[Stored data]
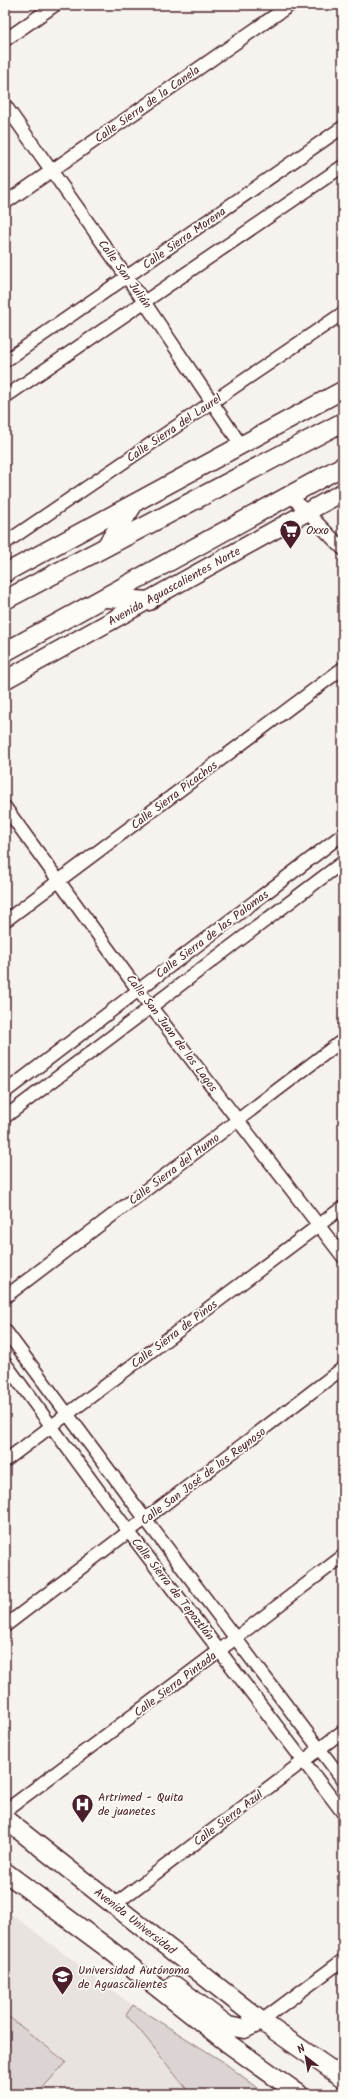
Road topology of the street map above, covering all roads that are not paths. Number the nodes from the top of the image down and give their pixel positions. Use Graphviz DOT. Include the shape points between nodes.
graph roads {
  1 [pos="56,5"];
  2 [pos="290,5"];
  3 [pos="5,40"];
  4 [pos="5,105"];
  5 [pos="343,127"];
  6 [pos="343,166"];
  7 [pos="50,171"];
  8 [pos="5,202"];
  9 [pos="127,277"];
  10 [pos="145,302"];
  11 [pos="343,313"];
  12 [pos="5,361"];
  13 [pos="343,390"];
  14 [pos="5,397"];
  15 [pos="211,403"];
  16 [pos="343,422"];
  17 [pos="241,445"];
  18 [pos="343,466"];
  19 [pos="343,492"];
  20 [pos="291,496"];
  21 [pos="133,505"];
  22 [pos="307,511"];
  23 [pos="5,543"];
  24 [pos="106,546"];
  25 [pos="343,549"];
  26 [pos="5,573"];
  27 [pos="106,598"];
  28 [pos="5,600"];
  29 [pos="149,601"];
  30 [pos="5,652"];
  31 [pos="343,668"];
  32 [pos="5,680"];
  33 [pos="5,807"];
  34 [pos="343,834"];
  35 [pos="343,862"];
  36 [pos="59,881"];
  37 [pos="5,921"];
  38 [pos="138,990"];
  39 [pos="152,1007"];
  40 [pos="343,1040"];
  41 [pos="5,1092"];
  42 [pos="5,1116"];
  43 [pos="238,1120"];
  44 [pos="343,1207"];
  45 [pos="319,1225"];
  46 [pos="343,1257"];
  47 [pos="5,1297"];
  48 [pos="5,1330"];
  49 [pos="5,1363"];
  50 [pos="343,1368"];
  51 [pos="68,1414"];
  52 [pos="52,1425"];
  53 [pos="5,1461"];
  54 [pos="146,1520"];
  55 [pos="129,1532"];
  56 [pos="343,1556"];
  57 [pos="5,1626"];
  58 [pos="236,1638"];
  59 [pos="220,1650"];
  60 [pos="343,1731"];
  61 [pos="319,1749"];
  62 [pos="303,1761"];
  63 [pos="343,1780"];
  64 [pos="5,1810"];
  65 [pos="343,1813"];
  66 [pos="5,1819"];
  67 [pos="5,1872"];
  68 [pos="114,1905"];
  69 [pos="106,1947"];
  70 [pos="343,1960"];
  71 [pos="261,2021"];
  72 [pos="343,2078"];
  73 [pos="299,2094"];
  1 -- 3 [label="street"];
  2 -- 7 [label="street, Calle Sierra de la Canela"];
  4 -- 7 [label="street, Calle San Julián"];
  5 -- 9 [label="street, Calle Sierra Morena"];
  6 -- 10 [label="street"];
  7 -- 8 [label="street, Calle Sierra de la Canela"];
  7 -- 9 [label="street, Calle San Julián"];
  9 -- 10 [label="street, Calle San Julián"];
  9 -- 12 [label="street, Calle Sierra Morena"];
  10 -- 14 [label="street"];
  10 -- 15 [label="street, Calle San Julián"];
  11 -- 15 [label="street, Calle Sierra del Laurel"];
  13 -- 17 [label="street"];
  15 -- 17 [label="street, Calle San Julián"];
  15 -- 23 [label="street, Calle Sierra del Laurel"];
  16 -- 24 [label="main road"];
  17 -- 21 [label="street"];
  18 -- 20 [label="main road, Avenida Aguascalientes Norte"];
  19 -- 22 [label="street, Avenida Aguascalientes Norte"];
  20 -- 22 [label="street"];
  20 -- 27 [label="main road, Avenida Aguascalientes Norte"];
  21 -- 24 [label="main road"];
  21 -- 26 [label="street"];
  22 -- 25 [label="street"];
  22 -- 29 [label="street, Avenida Aguascalientes Norte"];
  24 -- 28 [label="main road"];
  27 -- 29 [label="main road"];
  27 -- 30 [label="main road, Avenida Aguascalientes Norte"];
  29 -- 32 [label="street, Avenida Aguascalientes Norte"];
  31 -- 36 [label="street, Calle Sierra Picachos"];
  33 -- 36 [label="street, Calle San Juan de los Lagos"];
  34 -- 38 [label="street, Calle Sierra de las Palomas"];
  35 -- 39 [label="street, Calle Sierra de las Palomas"];
  36 -- 37 [label="street, Calle Sierra Picachos"];
  36 -- 38 [label="street, Calle San Juan de los Lagos"];
  38 -- 39 [label="street, Calle San Juan de los Lagos"];
  38 -- 41 [label="street, Calle Sierra de las Palomas"];
  39 -- 42 [label="street, Calle Sierra de las Palomas"];
  39 -- 43 [label="street, Calle San Juan de los Lagos"];
  40 -- 43 [label="street, Calle Sierra del Humo"];
  43 -- 45 [label="street, Calle San Juan de los Lagos"];
  43 -- 47 [label="street, Calle Sierra del Humo"];
  44 -- 45 [label="street, Calle Sierra de Pinos"];
  45 -- 46 [label="street, Calle San Juan de los Lagos"];
  45 -- 51 [label="street, Calle Sierra de Pinos"];
  48 -- 51 [label="street, Calle Sierra de Tepoztlán"];
  49 -- 52 [label="street, Calle Sierra de Tepoztlán"];
  50 -- 54 [label="street, Calle San José de los Reynoso"];
  51 -- 52 [label="street, Calle Sierra de Pinos"];
  51 -- 54 [label="street, Calle Sierra de Tepoztlán"];
  52 -- 53 [label="street, Calle Sierra de Pinos"];
  52 -- 55 [label="street, Calle Sierra de Tepoztlán"];
  54 -- 55 [label="street, Calle San José de los Reynoso"];
  54 -- 58 [label="street, Calle Sierra de Tepoztlán"];
  55 -- 57 [label="street, Calle San José de los Reynoso"];
  55 -- 59 [label="street, Calle Sierra de Tepoztlán"];
  56 -- 58 [label="street, Calle Sierra Pintada"];
  58 -- 59 [label="street, Calle Sierra Pintada"];
  58 -- 61 [label="street, Calle Sierra de Tepoztlán"];
  59 -- 62 [label="street, Calle Sierra de Tepoztlán"];
  59 -- 64 [label="street, Calle Sierra Pintada"];
  60 -- 61 [label="street, Calle Sierra Azul"];
  61 -- 62 [label="street, Calle Sierra Azul"];
  61 -- 63 [label="street, Calle Sierra de Tepoztlán"];
  62 -- 65 [label="street, Calle Sierra de Tepoztlán"];
  62 -- 68 [label="street, Calle Sierra Azul"];
  66 -- 68 [label="main road, Avenida Universidad"];
  67 -- 69 [label="main road"];
  68 -- 71 [label="main road, Avenida Universidad"];
  69 -- 71 [label="main road" via="136,1957 228,2026 244,2029"];
  69 -- 73 [label="main road" via="229,2044"];
  70 -- 71 [label="street"];
  71 -- 72 [label="main road, Avenida Universidad"];
}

### Aim of the exercise
Could you copy every line from the records that mentions the word "Canela"?

### Task answer
  2 -- 7 [label="street, Calle Sierra de la Canela"];
  7 -- 8 [label="street, Calle Sierra de la Canela"];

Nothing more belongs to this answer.